[[ Data records, beginning ]]

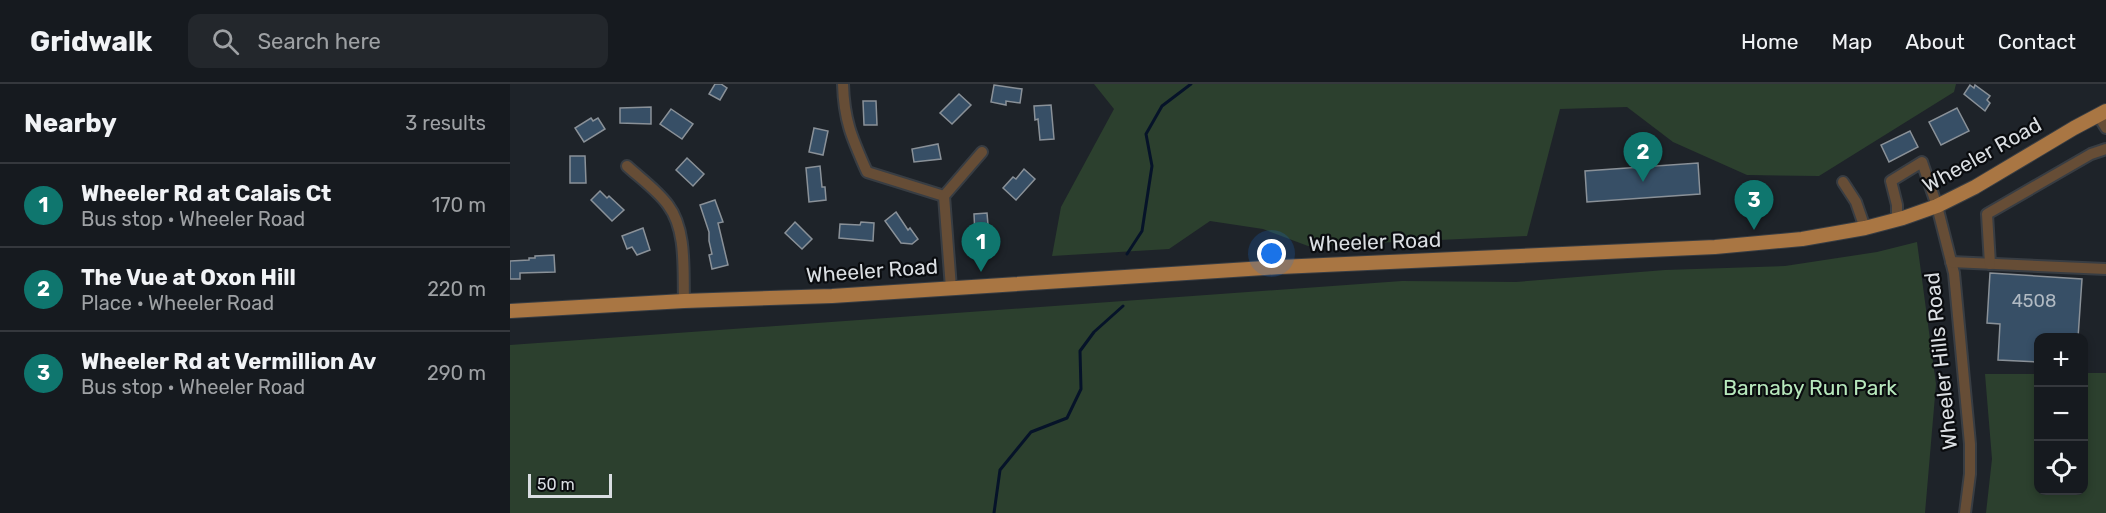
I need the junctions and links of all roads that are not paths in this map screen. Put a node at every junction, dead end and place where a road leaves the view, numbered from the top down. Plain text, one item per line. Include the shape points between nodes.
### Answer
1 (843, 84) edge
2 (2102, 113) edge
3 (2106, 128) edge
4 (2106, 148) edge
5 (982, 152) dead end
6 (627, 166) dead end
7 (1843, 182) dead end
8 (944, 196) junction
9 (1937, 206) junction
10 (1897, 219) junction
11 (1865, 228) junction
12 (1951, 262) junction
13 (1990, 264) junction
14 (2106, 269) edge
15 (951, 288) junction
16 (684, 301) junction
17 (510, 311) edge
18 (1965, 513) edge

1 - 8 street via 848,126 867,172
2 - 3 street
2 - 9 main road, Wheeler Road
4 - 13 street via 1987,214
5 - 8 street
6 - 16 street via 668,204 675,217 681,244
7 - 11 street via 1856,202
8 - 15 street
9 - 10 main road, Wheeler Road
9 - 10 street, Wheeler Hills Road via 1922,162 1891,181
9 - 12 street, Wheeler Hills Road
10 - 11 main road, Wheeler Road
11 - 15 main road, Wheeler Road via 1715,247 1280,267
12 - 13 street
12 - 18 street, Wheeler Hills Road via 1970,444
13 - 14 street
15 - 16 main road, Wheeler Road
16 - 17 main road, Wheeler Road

[[ Data records, end ]]

The answer must be an exact copy of the entries, with the pictures omitted.

I need the junctions and links of all roads that are not paths in this map screen. Put a node at every junction, dead end and place where a road leaves the view, numbered from the top down. Plain text, one item per line. Include the shape points between nodes.
### Answer
1 (843, 84) edge
2 (2102, 113) edge
3 (2106, 128) edge
4 (2106, 148) edge
5 (982, 152) dead end
6 (627, 166) dead end
7 (1843, 182) dead end
8 (944, 196) junction
9 (1937, 206) junction
10 (1897, 219) junction
11 (1865, 228) junction
12 (1951, 262) junction
13 (1990, 264) junction
14 (2106, 269) edge
15 (951, 288) junction
16 (684, 301) junction
17 (510, 311) edge
18 (1965, 513) edge

1 - 8 street via 848,126 867,172
2 - 3 street
2 - 9 main road, Wheeler Road
4 - 13 street via 1987,214
5 - 8 street
6 - 16 street via 668,204 675,217 681,244
7 - 11 street via 1856,202
8 - 15 street
9 - 10 main road, Wheeler Road
9 - 10 street, Wheeler Hills Road via 1922,162 1891,181
9 - 12 street, Wheeler Hills Road
10 - 11 main road, Wheeler Road
11 - 15 main road, Wheeler Road via 1715,247 1280,267
12 - 13 street
12 - 18 street, Wheeler Hills Road via 1970,444
13 - 14 street
15 - 16 main road, Wheeler Road
16 - 17 main road, Wheeler Road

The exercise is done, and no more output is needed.